Start of Block

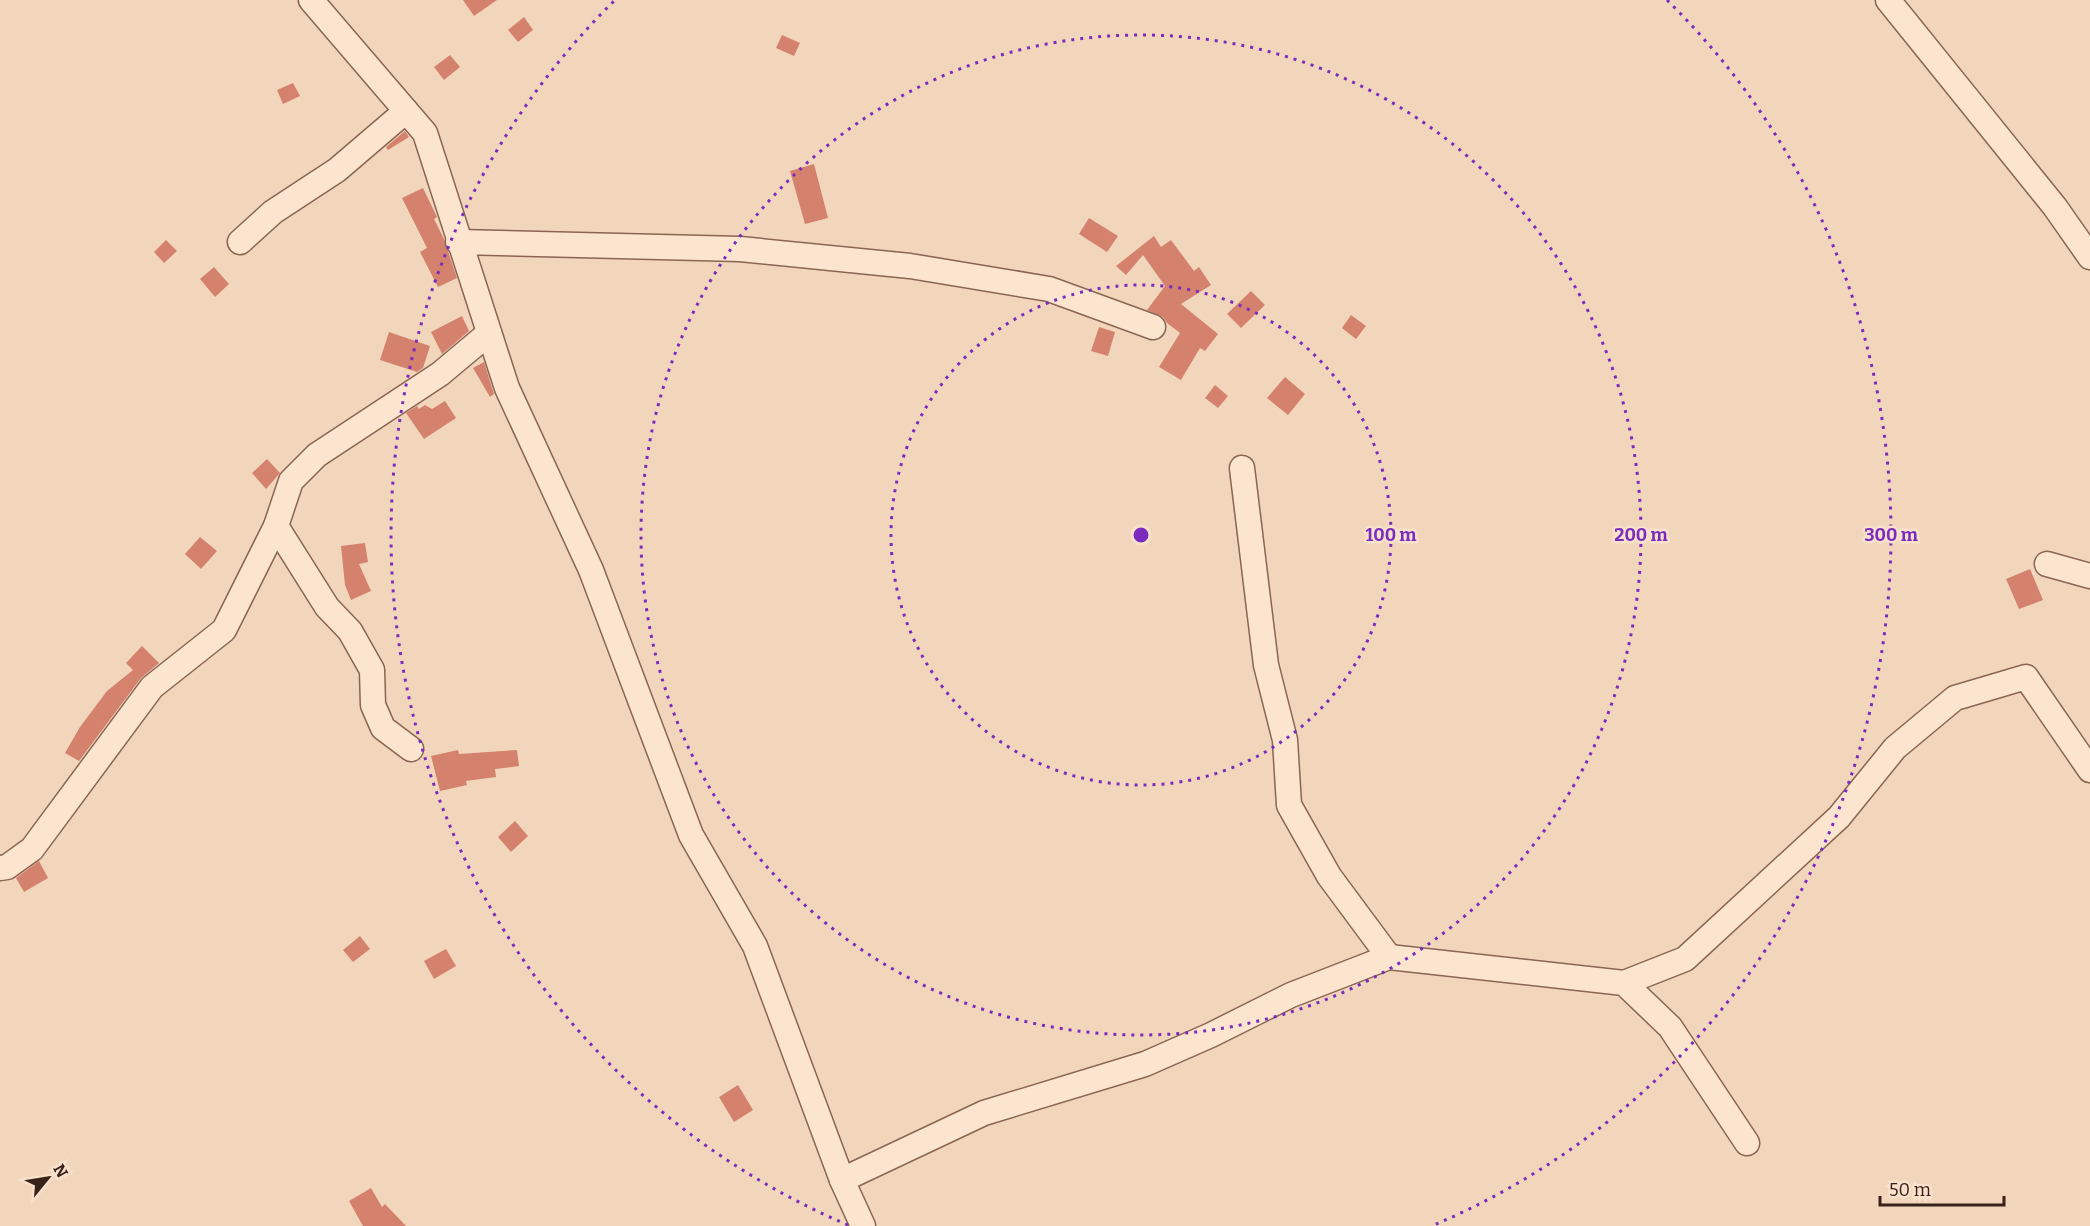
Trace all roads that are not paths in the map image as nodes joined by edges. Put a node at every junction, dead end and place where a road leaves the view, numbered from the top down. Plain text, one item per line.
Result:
1 (311, 0) edge
2 (1888, 0) edge
3 (406, 111) junction
4 (240, 242) dead end
5 (458, 242) junction
6 (2090, 257) edge
7 (1153, 327) dead end
8 (489, 333) junction
9 (1242, 468) dead end
10 (276, 526) junction
11 (2047, 564) dead end
12 (2090, 576) edge
13 (411, 749) dead end
14 (2090, 770) edge
15 (0, 868) edge
16 (1389, 957) junction
17 (1624, 983) junction
18 (1747, 1143) dead end
19 (842, 1180) junction
20 (863, 1226) edge

1 - 3 street
2 - 6 street
3 - 4 street
3 - 5 street
5 - 7 street
5 - 8 street
8 - 10 street
8 - 19 street
9 - 16 street
10 - 13 street
10 - 15 street
11 - 12 street
14 - 17 street
16 - 17 street
16 - 19 street
17 - 18 street
19 - 20 street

End of Block

TASK:
Your copy of the listing should match it exactly, apart from the pictures, which are left out.

ANSWER SECTION:
Trace all roads that are not paths in the map image as nodes joined by edges. Put a node at every junction, dead end and place where a road leaves the view, numbered from the top down. Plain text, one item per line.
Result:
1 (311, 0) edge
2 (1888, 0) edge
3 (406, 111) junction
4 (240, 242) dead end
5 (458, 242) junction
6 (2090, 257) edge
7 (1153, 327) dead end
8 (489, 333) junction
9 (1242, 468) dead end
10 (276, 526) junction
11 (2047, 564) dead end
12 (2090, 576) edge
13 (411, 749) dead end
14 (2090, 770) edge
15 (0, 868) edge
16 (1389, 957) junction
17 (1624, 983) junction
18 (1747, 1143) dead end
19 (842, 1180) junction
20 (863, 1226) edge

1 - 3 street
2 - 6 street
3 - 4 street
3 - 5 street
5 - 7 street
5 - 8 street
8 - 10 street
8 - 19 street
9 - 16 street
10 - 13 street
10 - 15 street
11 - 12 street
14 - 17 street
16 - 17 street
16 - 19 street
17 - 18 street
19 - 20 street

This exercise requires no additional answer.